Un libro che abbia per protagonista una mappa
Esplora storie guidate da mappe reali o simboliche.
Ogni pagina è un viaggio da seguire passo dopo passo.
Le nostre proposte
La mappa della Cina del Signor Selden
Timothy Brook
Nel 1654 arrivò a Oxford una strana mappa della Cina, lasciata in eredità dall'avvocato John Selden alla Biblioteca Bodleiana, che rimase per lunghi secoli ignorata.
Quando nel 2009 Timothy Brook la vide per la prima volta, si accorse che la mappa di Selden rappresentava un puzzle da risolvere, un oggetto dall'aspetto così moderno da sembrare quasi un falso. Invece era originale, e costituiva il più importante documento cartografico della Cina degli ultimi sette secoli.
Come arrivò la mappa nelle mani di Selden? chi immaginò il mondo in quel modo? e, questione ancor più importante, cosa ci dice la mappa del mondo che raffigura?
Robert Louis Stevenson
La vita del giovane Jim Hawkins scorre tranquilla, alla locanda di famiglia nel villaggio sul mare non lontano da Bristol.

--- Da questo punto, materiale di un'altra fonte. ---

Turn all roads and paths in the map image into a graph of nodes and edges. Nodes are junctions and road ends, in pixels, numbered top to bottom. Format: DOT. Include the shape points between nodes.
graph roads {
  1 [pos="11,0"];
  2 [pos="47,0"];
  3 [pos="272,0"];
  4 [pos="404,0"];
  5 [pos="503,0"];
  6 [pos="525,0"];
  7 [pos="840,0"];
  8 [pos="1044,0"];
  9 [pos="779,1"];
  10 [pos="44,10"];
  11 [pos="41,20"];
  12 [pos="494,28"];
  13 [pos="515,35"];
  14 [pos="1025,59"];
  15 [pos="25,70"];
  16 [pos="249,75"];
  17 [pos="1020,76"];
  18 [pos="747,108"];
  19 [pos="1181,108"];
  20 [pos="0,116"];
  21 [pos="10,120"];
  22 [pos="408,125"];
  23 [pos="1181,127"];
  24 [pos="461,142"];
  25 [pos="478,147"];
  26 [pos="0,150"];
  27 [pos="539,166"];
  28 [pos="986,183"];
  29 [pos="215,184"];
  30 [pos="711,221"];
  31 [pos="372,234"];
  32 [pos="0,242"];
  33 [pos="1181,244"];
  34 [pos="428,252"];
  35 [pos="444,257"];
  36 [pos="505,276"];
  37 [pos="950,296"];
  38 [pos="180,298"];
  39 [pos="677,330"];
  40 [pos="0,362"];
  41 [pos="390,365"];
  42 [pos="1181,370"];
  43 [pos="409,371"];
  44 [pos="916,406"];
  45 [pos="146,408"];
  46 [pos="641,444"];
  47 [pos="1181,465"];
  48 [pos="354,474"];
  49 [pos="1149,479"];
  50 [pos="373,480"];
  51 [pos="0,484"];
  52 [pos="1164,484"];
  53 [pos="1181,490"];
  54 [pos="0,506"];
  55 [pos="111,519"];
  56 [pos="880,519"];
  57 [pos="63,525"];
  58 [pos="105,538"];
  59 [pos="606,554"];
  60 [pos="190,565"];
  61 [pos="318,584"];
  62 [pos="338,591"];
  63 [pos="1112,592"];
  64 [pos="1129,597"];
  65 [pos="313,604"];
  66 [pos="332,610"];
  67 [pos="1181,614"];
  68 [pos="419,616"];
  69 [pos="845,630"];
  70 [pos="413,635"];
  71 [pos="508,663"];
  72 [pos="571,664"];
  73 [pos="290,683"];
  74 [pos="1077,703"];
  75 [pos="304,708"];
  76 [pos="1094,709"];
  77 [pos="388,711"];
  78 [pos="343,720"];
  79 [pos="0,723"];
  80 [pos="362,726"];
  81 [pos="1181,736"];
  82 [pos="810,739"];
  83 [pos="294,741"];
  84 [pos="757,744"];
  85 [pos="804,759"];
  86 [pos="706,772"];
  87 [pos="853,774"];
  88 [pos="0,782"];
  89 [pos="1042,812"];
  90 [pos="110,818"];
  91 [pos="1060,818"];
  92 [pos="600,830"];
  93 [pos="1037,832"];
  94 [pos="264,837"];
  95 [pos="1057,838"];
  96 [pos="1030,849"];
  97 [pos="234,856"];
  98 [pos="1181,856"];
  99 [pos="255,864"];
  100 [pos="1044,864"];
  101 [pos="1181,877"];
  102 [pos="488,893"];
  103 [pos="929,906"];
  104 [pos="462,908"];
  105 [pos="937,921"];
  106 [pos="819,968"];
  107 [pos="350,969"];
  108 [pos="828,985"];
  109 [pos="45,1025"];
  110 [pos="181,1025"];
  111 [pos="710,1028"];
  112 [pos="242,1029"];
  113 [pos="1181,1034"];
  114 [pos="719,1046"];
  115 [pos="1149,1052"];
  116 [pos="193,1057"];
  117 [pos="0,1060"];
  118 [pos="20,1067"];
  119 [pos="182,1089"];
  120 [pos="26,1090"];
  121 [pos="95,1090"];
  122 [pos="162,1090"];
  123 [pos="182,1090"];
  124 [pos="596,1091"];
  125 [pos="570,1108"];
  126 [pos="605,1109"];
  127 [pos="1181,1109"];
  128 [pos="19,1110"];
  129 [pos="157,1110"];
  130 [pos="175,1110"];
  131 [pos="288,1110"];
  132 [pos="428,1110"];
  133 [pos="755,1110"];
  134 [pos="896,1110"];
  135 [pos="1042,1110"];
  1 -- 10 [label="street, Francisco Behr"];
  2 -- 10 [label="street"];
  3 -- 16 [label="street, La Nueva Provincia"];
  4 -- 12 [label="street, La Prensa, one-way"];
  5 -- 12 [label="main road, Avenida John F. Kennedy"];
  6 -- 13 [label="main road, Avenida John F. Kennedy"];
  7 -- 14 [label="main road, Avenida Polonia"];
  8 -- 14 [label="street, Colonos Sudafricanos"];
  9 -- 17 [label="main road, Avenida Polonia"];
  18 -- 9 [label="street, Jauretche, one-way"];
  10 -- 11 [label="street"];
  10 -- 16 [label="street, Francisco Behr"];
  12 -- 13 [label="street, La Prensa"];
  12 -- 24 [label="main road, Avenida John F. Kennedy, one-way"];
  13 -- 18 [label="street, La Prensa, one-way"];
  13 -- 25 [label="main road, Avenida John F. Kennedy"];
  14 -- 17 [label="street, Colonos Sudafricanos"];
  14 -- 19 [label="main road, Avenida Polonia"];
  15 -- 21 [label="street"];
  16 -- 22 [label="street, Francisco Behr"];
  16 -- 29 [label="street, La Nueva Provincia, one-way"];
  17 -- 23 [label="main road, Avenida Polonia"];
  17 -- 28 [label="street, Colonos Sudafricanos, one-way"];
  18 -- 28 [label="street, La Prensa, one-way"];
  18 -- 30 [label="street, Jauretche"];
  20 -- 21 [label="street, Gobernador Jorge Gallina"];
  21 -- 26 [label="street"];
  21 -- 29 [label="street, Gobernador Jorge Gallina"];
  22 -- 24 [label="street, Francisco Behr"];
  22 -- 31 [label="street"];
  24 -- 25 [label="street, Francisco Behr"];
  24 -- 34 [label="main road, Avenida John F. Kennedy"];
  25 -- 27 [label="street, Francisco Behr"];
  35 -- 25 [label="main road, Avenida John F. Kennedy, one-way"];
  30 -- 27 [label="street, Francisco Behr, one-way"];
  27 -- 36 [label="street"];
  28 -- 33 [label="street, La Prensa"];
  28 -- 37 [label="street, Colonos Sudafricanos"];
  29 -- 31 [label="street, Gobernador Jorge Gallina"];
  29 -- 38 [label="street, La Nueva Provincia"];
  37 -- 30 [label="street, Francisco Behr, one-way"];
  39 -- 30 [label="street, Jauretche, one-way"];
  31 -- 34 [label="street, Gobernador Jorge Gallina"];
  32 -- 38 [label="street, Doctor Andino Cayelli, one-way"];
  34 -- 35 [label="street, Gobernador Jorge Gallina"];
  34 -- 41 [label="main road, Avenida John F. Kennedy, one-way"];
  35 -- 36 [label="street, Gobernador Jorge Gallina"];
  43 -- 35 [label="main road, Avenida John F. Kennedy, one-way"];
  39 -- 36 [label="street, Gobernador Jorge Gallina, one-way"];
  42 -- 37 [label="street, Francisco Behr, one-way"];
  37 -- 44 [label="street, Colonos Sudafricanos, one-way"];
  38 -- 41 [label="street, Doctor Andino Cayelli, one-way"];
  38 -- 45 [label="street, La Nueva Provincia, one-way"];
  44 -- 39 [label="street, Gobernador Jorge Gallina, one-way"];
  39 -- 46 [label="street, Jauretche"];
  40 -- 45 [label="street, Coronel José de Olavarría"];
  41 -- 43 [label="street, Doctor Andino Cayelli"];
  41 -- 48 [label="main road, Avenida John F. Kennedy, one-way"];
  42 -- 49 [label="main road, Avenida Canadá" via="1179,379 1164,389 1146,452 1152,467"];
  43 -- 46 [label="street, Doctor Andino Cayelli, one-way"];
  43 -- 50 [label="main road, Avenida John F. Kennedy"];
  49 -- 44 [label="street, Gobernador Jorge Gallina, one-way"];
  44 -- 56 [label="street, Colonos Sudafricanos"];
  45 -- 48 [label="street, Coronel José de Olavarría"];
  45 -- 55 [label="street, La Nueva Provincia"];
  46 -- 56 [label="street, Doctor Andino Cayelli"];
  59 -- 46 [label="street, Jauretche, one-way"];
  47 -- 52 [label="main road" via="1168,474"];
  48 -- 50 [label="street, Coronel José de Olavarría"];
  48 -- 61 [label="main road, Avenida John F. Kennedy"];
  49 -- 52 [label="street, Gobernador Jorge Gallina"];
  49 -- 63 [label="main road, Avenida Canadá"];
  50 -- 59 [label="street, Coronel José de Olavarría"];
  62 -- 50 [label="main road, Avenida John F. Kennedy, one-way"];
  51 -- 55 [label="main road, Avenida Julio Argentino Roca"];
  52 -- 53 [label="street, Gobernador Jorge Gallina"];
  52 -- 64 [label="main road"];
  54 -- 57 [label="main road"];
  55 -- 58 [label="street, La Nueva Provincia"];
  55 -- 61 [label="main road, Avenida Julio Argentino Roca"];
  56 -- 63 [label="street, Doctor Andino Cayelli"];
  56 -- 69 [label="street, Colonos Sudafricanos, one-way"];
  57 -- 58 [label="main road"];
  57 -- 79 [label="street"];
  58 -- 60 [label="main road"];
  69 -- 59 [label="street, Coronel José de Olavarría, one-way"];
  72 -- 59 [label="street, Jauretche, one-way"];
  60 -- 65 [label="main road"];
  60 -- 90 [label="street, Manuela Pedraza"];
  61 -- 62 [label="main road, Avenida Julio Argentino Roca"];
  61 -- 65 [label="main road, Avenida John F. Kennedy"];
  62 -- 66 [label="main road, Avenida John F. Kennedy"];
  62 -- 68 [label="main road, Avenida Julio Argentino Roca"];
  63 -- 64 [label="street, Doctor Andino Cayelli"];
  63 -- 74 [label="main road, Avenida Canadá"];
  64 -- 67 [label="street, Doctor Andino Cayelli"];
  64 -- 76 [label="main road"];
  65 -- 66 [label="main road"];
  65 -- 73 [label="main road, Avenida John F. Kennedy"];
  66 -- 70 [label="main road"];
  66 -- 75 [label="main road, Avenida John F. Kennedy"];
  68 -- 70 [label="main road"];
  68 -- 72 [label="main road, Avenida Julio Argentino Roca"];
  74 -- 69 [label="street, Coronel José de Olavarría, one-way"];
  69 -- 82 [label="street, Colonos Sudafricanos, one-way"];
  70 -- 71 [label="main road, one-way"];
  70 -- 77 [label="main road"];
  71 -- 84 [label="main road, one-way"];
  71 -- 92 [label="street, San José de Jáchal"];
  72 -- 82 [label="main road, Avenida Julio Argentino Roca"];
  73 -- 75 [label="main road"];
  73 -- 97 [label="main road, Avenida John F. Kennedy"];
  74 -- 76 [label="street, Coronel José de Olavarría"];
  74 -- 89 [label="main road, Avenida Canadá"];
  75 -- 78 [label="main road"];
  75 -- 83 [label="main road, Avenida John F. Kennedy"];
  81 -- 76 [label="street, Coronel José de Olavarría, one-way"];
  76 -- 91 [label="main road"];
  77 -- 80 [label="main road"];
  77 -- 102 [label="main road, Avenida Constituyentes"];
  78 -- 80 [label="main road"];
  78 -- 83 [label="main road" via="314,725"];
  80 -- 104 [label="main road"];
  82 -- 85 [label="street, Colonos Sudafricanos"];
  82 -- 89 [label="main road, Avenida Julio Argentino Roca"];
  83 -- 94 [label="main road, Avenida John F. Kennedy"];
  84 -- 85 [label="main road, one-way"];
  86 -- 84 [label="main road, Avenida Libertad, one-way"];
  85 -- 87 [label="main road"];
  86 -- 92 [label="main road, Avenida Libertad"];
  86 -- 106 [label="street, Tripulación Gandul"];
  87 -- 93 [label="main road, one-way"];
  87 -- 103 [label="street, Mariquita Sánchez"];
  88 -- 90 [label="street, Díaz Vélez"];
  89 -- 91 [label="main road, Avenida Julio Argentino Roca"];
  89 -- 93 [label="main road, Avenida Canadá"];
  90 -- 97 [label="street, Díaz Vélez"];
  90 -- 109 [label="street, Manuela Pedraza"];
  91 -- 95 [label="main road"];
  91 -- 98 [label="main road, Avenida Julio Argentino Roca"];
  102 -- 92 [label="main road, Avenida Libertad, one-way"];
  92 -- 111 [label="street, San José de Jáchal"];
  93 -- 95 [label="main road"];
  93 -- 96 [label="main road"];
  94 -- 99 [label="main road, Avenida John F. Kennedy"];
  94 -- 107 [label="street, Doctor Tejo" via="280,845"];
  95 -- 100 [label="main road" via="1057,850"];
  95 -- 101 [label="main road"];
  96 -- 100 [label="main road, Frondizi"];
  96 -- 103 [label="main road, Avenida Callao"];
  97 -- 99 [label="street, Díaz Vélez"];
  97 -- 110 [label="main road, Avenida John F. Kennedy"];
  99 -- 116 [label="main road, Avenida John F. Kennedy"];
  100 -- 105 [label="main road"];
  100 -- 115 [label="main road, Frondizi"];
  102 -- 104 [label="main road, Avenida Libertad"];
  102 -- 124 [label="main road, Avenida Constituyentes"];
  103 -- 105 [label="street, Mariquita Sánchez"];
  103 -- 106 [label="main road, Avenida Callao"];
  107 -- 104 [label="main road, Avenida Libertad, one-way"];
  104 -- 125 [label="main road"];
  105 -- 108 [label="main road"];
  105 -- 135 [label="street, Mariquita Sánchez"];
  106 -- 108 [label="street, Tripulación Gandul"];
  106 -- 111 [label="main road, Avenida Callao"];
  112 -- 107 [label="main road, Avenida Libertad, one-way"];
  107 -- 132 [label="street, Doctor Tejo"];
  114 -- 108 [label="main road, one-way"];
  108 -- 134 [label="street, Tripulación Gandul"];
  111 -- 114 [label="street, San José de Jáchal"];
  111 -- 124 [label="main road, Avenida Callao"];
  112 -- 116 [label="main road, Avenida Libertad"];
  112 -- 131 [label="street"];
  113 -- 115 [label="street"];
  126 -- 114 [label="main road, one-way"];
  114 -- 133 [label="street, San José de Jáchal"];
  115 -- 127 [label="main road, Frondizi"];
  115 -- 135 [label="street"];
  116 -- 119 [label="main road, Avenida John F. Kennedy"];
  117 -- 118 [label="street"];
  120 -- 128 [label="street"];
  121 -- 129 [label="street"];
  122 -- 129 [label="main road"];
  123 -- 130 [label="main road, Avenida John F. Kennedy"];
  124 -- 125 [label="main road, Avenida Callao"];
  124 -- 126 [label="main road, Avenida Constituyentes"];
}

Fino al giorno in cui, con l’intento di nascondersi, un burbero e alcolizzato uomo di mare, che si fa chiamare capitano Billy Bones, prende in affitto una stanza proprio in quella locanda.
Da qui in poi, la vita di Jim è un susseguirsi di incontri pericolosi, di colpi di scena, di scelte coraggiose, di rocambolesche avventure. La mappa del tesoro di Flint, che Billy Bones custodiva gelosamente e che tutti i peggiori filibustieri stavano cercando, finisce invece per un gioco del caso proprio nelle mani di Jim; con il dottor Livesey e con il conte Trelawney, il ragazzo si imbarca sull’Hispaniola, alla ricerca dell’isola e del tesoro.
John Noble Wilford
In questa storia delle mappe e dei loro creatori, John Wilford racconta le vicende di cartografi di ogni epoca e cultura: assistiamo alla metodica triangolazione del regno di Francia compiuta dal toscano Cassini; ci avventuriamo lungo il corso del Rio delle Amazzoni con Humboldt, scopriamo le avventure di Gerardo Mercatore e di Francis Beaufort.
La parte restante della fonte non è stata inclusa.